| ACTIVITY |
Return the records word for word. Pictures do not belong in the copy.

Saved data entries
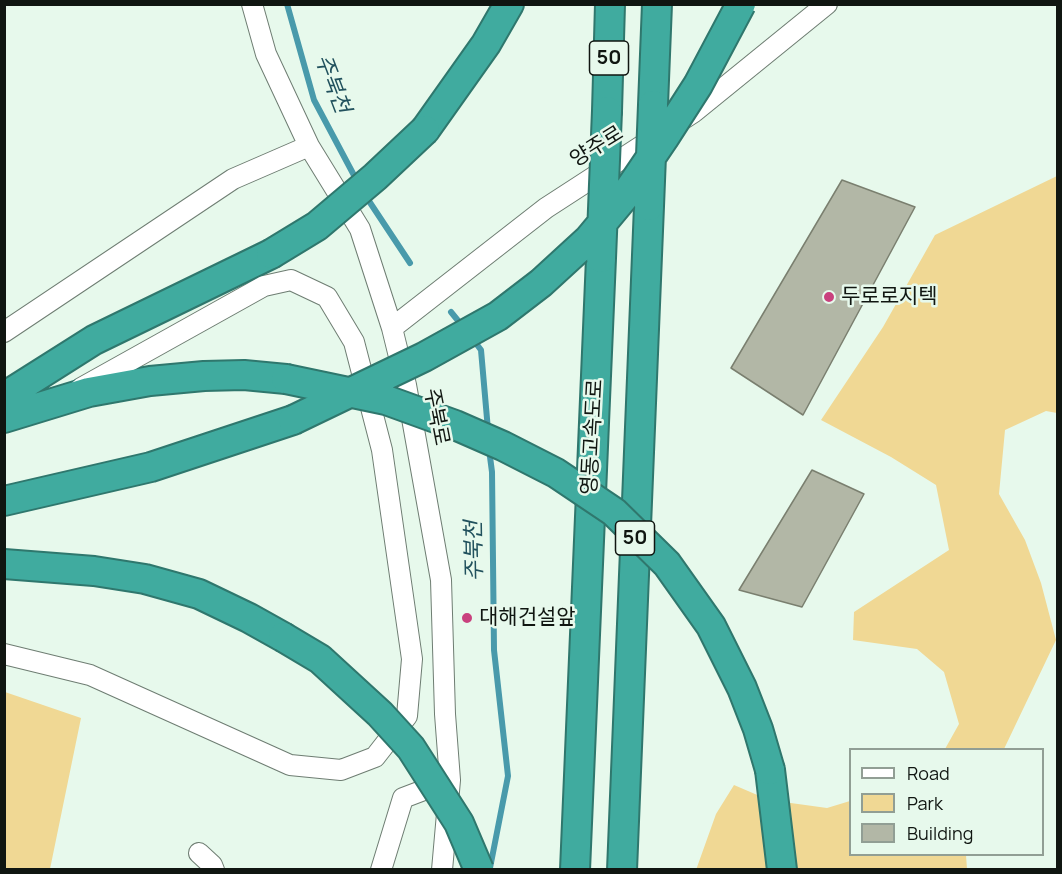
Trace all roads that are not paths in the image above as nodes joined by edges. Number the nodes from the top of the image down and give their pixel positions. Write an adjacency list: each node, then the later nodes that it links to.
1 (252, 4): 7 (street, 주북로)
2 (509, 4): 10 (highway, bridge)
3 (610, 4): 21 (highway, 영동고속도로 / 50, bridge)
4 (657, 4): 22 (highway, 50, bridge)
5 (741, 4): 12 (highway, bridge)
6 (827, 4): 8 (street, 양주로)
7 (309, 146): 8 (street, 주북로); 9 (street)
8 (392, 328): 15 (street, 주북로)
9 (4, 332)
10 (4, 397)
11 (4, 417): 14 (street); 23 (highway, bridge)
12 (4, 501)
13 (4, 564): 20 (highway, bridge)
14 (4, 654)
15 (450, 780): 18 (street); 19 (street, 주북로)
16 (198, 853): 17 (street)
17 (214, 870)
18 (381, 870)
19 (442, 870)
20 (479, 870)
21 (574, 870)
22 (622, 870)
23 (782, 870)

| TASK OUTPUT |
Trace all roads that are not paths in the image above as nodes joined by edges. Number the nodes from the top of the image down and give their pixel positions. Write an adjacency list: each node, then the later nodes that it links to.
1 (252, 4): 7 (street, 주북로)
2 (509, 4): 10 (highway, bridge)
3 (610, 4): 21 (highway, 영동고속도로 / 50, bridge)
4 (657, 4): 22 (highway, 50, bridge)
5 (741, 4): 12 (highway, bridge)
6 (827, 4): 8 (street, 양주로)
7 (309, 146): 8 (street, 주북로); 9 (street)
8 (392, 328): 15 (street, 주북로)
9 (4, 332)
10 (4, 397)
11 (4, 417): 14 (street); 23 (highway, bridge)
12 (4, 501)
13 (4, 564): 20 (highway, bridge)
14 (4, 654)
15 (450, 780): 18 (street); 19 (street, 주북로)
16 (198, 853): 17 (street)
17 (214, 870)
18 (381, 870)
19 (442, 870)
20 (479, 870)
21 (574, 870)
22 (622, 870)
23 (782, 870)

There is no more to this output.